The \texttt{mzv\_} functions are then evaluated with the \texttt{Evaluate}
statement. In the second module we divide the 
numbers and convert the result to a rational. It is a good idea to try this 
with various precisions to see whether this is stable. With 60 bits the 
final answer would be
\begin{verbatim}
    145537942402475031/15952490572234;
\end{verbatim}
while at 150 bits we have already the same answer as with 500 bits.

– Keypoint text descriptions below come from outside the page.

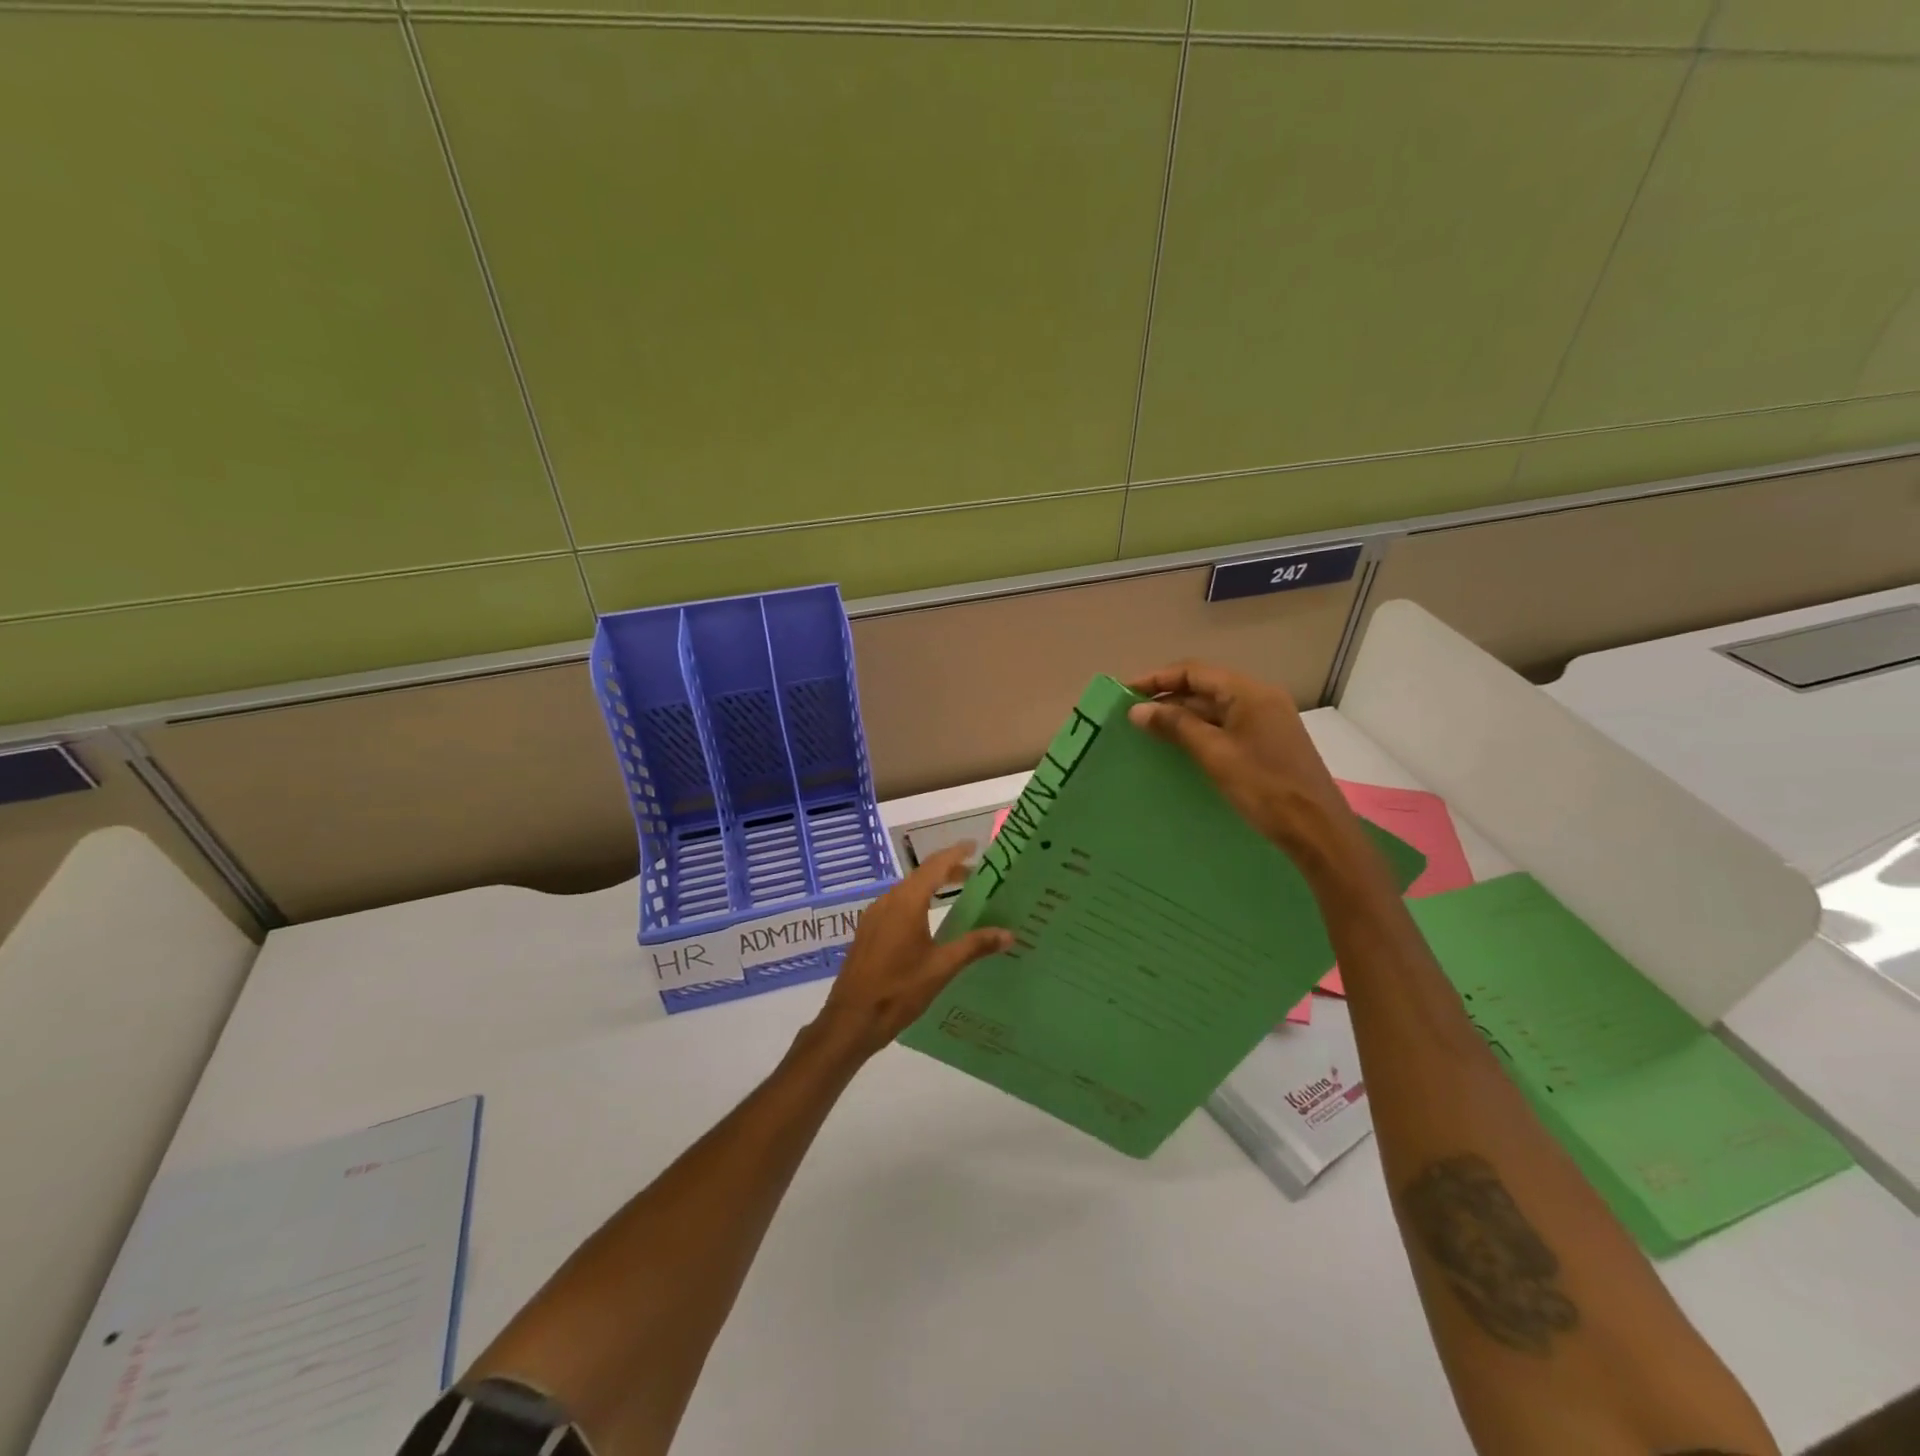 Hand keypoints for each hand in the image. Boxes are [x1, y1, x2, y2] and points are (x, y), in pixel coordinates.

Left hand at [811, 843, 1013, 1059]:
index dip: (955, 853)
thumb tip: (1008, 934)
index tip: (974, 845)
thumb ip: (975, 946)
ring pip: (906, 891)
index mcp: (906, 903)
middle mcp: (888, 901)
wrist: (851, 1020)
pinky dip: (916, 903)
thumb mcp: (942, 968)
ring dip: (930, 887)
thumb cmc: (899, 991)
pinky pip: (896, 906)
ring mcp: (873, 916)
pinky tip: (927, 921)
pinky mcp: (867, 932)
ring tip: (955, 895)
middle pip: (921, 876)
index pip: (935, 866)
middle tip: (974, 875)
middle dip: (947, 871)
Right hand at [1126, 661, 1355, 862]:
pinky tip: (1177, 747)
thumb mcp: (1215, 754)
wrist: (1316, 829)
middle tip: (1131, 714)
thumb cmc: (1264, 787)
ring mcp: (1266, 721)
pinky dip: (1199, 731)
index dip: (1157, 678)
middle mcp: (1260, 699)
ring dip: (1181, 716)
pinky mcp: (1267, 743)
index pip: (1194, 672)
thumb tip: (1137, 709)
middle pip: (1205, 687)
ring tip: (1147, 730)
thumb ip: (1176, 726)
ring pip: (1214, 708)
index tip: (1125, 692)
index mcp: (1250, 693)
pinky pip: (1225, 726)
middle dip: (1167, 697) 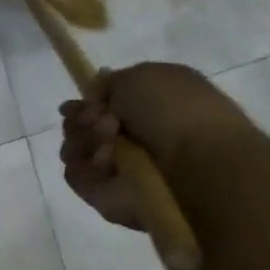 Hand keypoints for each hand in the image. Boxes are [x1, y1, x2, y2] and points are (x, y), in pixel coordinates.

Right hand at [58, 63, 251, 231]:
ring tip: (109, 142)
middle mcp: (127, 138)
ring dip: (85, 139)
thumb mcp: (142, 75)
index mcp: (143, 107)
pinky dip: (85, 165)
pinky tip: (107, 161)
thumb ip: (108, 84)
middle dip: (82, 120)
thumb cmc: (175, 110)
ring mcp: (114, 168)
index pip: (96, 106)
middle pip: (79, 127)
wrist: (196, 160)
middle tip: (104, 121)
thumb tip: (91, 98)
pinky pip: (75, 175)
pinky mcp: (101, 194)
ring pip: (73, 149)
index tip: (92, 102)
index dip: (86, 102) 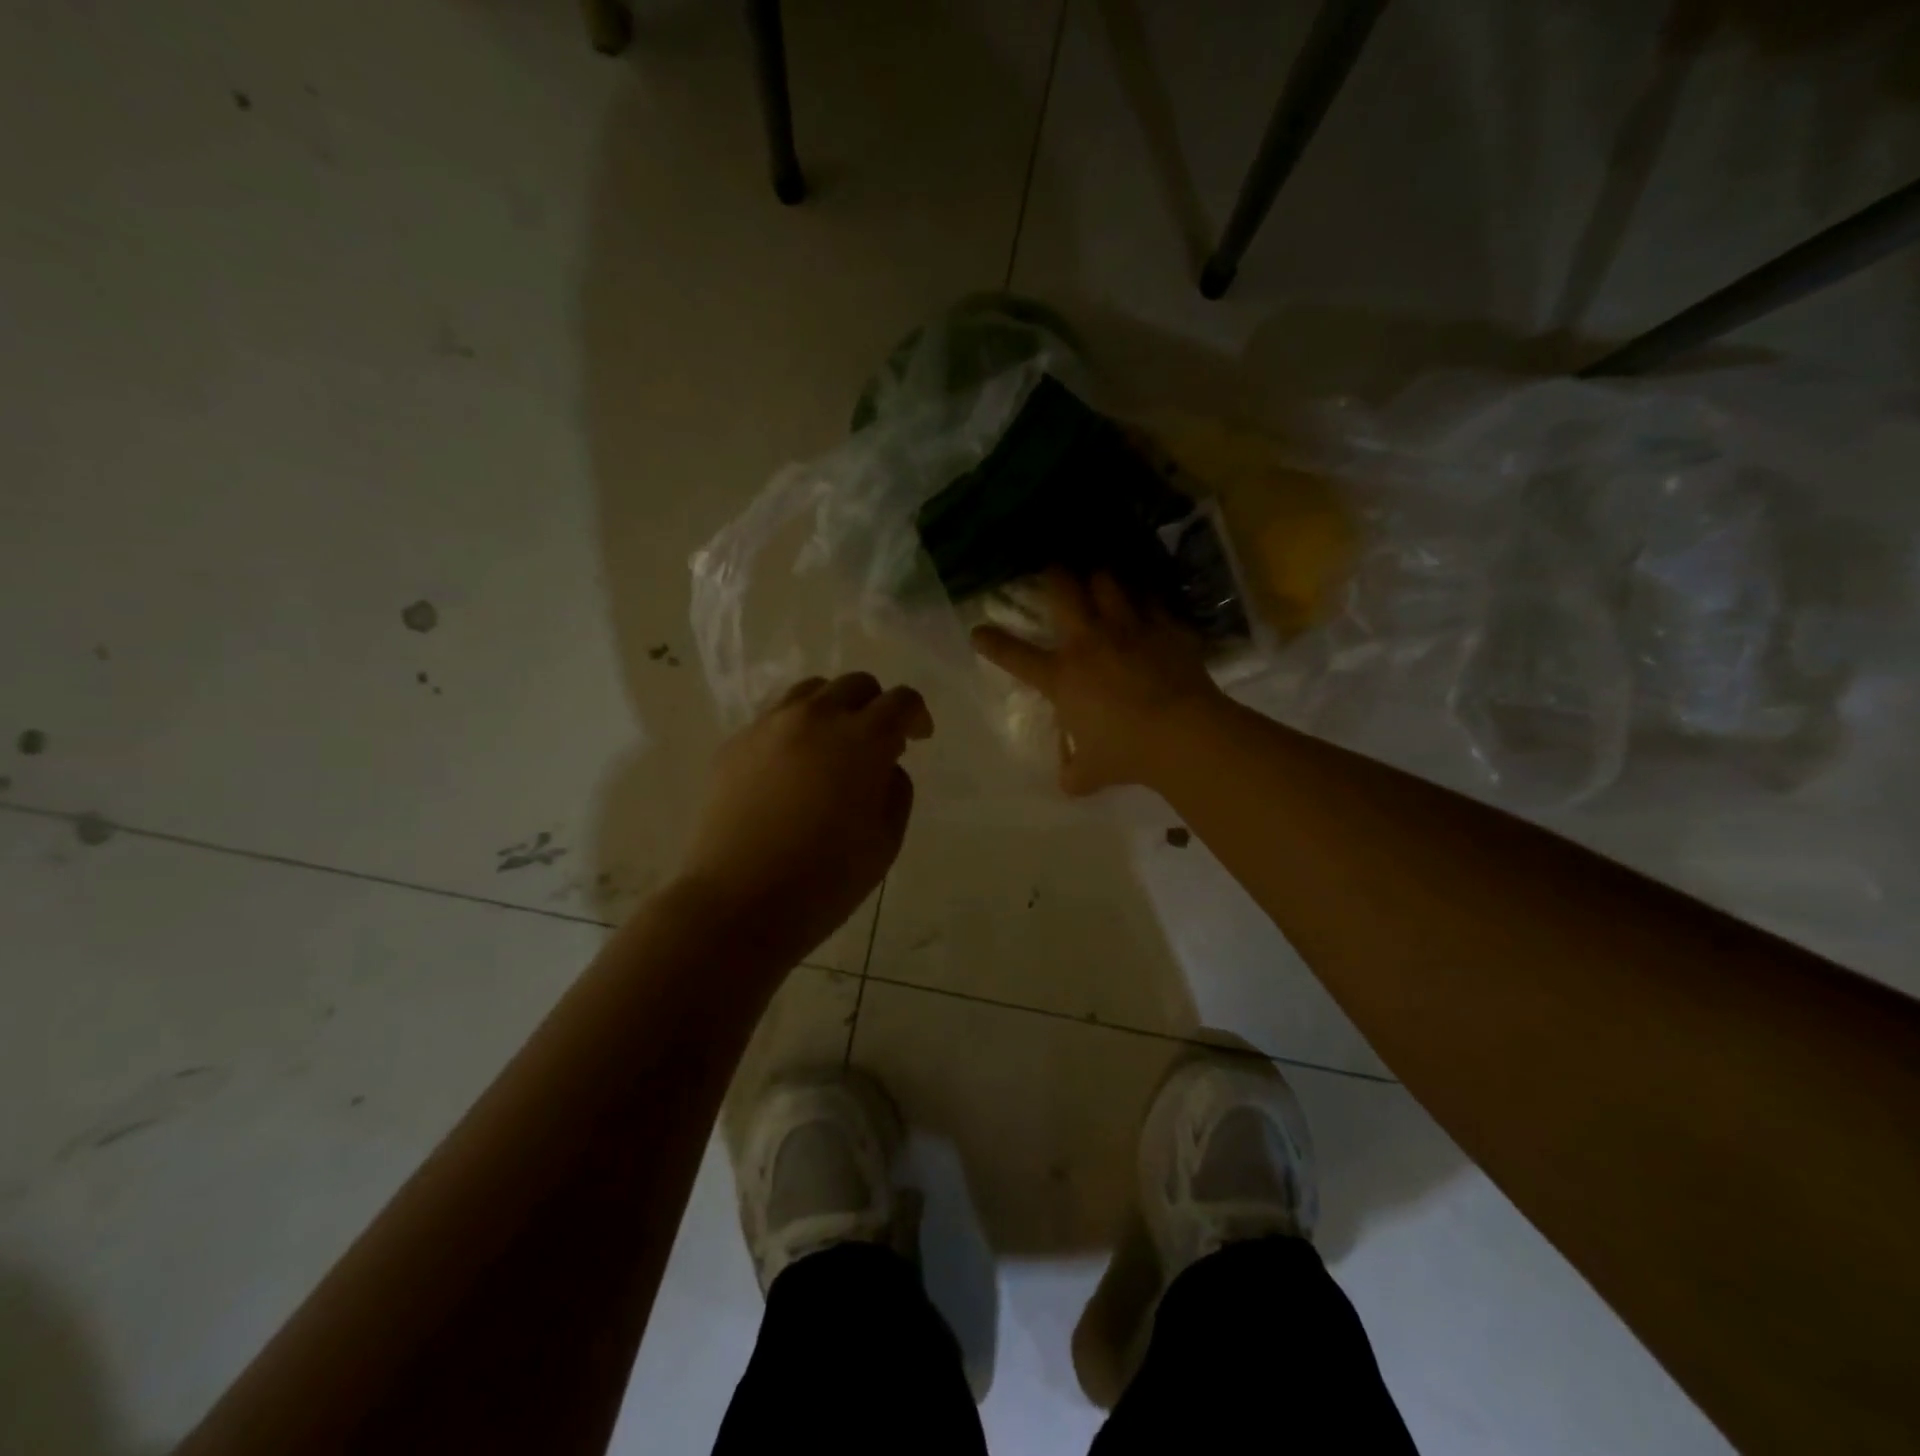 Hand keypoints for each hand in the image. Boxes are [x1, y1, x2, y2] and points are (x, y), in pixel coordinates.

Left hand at [681, 673, 932, 952]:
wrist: (738, 902)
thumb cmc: (825, 879)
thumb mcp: (885, 841)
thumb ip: (896, 790)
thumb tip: (885, 766)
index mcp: (861, 739)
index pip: (900, 701)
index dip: (916, 715)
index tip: (918, 738)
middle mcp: (815, 718)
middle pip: (855, 685)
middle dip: (876, 706)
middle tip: (877, 743)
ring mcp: (768, 726)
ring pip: (811, 692)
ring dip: (833, 709)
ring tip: (832, 747)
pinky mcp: (734, 744)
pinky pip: (774, 718)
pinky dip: (795, 729)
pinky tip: (792, 768)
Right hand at [971, 569, 1220, 795]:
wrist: (1182, 734)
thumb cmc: (1126, 753)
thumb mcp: (1090, 774)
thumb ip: (1074, 773)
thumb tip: (1068, 781)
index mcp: (1062, 676)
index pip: (1016, 655)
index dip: (992, 643)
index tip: (978, 632)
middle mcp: (1090, 642)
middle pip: (1064, 590)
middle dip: (1054, 575)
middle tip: (1052, 568)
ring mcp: (1129, 629)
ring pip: (1109, 582)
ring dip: (1102, 578)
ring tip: (1101, 577)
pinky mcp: (1166, 627)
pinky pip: (1153, 600)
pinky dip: (1147, 597)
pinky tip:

The 
fraction that is obtained by this program can be proven to be correct.


\section{Raw form}
\label{sec:float_raw}
Internally, floating point numbers are represented by the function \texttt{float\_}, 
i.e. \texttt{float\_(prec, size, exp, limbs)}. The integer arguments encode the 
internal representation of the floating point number as in the GMP library:
\begin{description}
\item[prec] The precision of the mantissa in limbs.
\item[size] The number of limbs currently in use.
\item[exp] The exponent, determining the location of the implied radix point.
\item[limbs] The limbs packed as the numerator of a \FORM{} rational. 
\end{description}
In a normalized term containing \texttt{float\_}, the rational coefficient must 
be either $1/1$ or $-1/1$, where the sign of the term is absorbed into the rational 
coefficient. 
Furthermore, the \texttt{float\_} is protected from the pattern matcher and from 
statements that act on functions -- such as \texttt{Transform}, \texttt{Argument}, 
\texttt{Normalize} etc.
The following program illustrates this:
%
\begin{verbatim}
    CFunction f;
    #StartFloat 10d
    Local F = 1.23456789 + f(1,2);
    Identify f?(?a) = f(10);
    Print "<1> %t";
    .sort
<1>  + 1.23456789e+00
<1>  + f(10)
    #EndFloat
    Normalize;
    Print "<2> %t";
    .sort
<2>  + float_(2,3,1,420101683733788795657820481376616399786)
<2>  + 10*f(1)
    #StartFloat 5d
    Print "<3> %t";
    .end
<3>  + 1.2346e+00
<3>  + 10*f(1)
\end{verbatim}
%
As shown, the \texttt{id}-statement does not effect the \texttt{float\_} function. 
Here we also see the use of the preprocessor statement \texttt{\#EndFloat} which closes 
the floating point system. After this statement, the \texttt{float\_} function becomes a 
regular function. Its protected status, however, persists so that \texttt{id}-statements 
or statements like \texttt{Normalize} still do not modify it.